6. The authors acknowledge that OpenFace may be incorrect but do not provide any validation evidence such as comparing it to expert FACS coding on a subset of this specific dataset. Because we don’t know how much to trust the AU intensity estimates, we don’t know how much to trust the NMF components and these are really important variables in the paper.

7. Please add some information to the Statistical Analysis section about you will be calculating 99% credible intervals at each value of t and how to interpret the figures (e.g., seeing whether delta=0 falls within that interval). Some of this information is currently in the figure captions only and it is very easy to miss.

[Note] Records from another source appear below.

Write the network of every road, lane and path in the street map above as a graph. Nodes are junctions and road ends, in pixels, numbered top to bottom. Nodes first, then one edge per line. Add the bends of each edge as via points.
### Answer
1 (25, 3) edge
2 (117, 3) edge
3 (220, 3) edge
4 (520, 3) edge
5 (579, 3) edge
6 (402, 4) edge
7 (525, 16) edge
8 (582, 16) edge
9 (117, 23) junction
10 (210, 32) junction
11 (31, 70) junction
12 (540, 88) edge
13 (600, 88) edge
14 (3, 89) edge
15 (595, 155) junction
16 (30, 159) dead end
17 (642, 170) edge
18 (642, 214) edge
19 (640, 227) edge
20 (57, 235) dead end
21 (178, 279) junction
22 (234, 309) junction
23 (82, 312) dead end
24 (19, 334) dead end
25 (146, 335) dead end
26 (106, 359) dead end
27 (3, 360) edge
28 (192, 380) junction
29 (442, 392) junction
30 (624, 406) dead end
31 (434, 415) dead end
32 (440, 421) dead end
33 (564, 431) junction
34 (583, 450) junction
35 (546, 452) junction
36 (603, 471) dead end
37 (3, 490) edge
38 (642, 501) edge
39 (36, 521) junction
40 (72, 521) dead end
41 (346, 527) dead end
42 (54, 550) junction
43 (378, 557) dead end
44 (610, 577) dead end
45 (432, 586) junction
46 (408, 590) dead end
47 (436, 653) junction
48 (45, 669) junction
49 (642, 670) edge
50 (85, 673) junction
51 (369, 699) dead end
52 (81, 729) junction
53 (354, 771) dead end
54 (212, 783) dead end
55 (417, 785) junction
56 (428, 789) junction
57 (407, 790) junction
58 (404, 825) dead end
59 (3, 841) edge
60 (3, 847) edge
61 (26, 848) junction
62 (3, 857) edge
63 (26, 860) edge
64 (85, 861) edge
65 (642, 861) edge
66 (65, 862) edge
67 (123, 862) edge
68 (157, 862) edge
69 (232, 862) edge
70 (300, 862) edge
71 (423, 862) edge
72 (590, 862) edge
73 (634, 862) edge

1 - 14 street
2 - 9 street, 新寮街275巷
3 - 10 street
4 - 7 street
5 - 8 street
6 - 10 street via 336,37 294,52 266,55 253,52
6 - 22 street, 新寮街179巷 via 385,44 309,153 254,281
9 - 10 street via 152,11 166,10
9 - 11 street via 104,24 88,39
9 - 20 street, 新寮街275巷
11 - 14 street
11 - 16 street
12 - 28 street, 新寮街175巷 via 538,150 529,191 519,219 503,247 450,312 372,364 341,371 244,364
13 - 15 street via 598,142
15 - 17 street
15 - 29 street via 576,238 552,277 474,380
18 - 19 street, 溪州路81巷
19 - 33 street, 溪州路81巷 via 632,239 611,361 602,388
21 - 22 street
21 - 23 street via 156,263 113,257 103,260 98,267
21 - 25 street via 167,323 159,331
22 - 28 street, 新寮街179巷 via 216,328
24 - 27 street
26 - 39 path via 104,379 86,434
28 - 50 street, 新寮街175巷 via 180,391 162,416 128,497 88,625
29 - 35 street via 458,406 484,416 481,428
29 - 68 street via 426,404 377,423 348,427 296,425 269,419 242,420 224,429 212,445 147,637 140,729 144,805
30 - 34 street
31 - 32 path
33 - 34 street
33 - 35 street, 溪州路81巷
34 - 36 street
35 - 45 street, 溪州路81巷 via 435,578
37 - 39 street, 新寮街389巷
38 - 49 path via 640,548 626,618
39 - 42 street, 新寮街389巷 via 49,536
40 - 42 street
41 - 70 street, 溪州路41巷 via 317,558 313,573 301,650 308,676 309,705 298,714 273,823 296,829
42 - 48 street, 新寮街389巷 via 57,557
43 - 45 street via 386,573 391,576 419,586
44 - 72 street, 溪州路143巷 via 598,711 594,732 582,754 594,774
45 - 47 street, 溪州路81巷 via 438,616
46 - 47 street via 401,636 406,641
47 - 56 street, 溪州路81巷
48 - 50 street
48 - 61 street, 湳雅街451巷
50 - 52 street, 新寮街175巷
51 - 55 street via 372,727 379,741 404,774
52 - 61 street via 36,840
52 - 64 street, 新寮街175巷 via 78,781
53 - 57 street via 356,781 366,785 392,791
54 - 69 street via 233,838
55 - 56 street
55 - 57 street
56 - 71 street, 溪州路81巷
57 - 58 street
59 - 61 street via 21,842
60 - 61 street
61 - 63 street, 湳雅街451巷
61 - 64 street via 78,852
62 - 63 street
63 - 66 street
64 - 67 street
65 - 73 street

8. In addition to plotting the 99% credible intervals at each value of t, I would be interested to see tests done on larger regions of t-space. For example, the authors could calculate the average delta score in the regions from t=0 to t=2000 in intervals of 250 or 500ms. They could also report probability of direction (pd) values for these regions in addition to credible intervals (Makowski et al., 2019).

COMMENTS

1. The claim on page 1 line 50 that perceived-as-genuine expressions have more significant impacts on observer’s behavior than perceived-as-deliberate expressions is a leap that does not follow directly from the evidence presented earlier in the paper.

2. Page 4 would be improved by providing an explicit rationale for the decision to look at anger and happiness rather than other possible emotions.

3. On page 5, please briefly describe what the four emotional scenarios were for happiness and anger.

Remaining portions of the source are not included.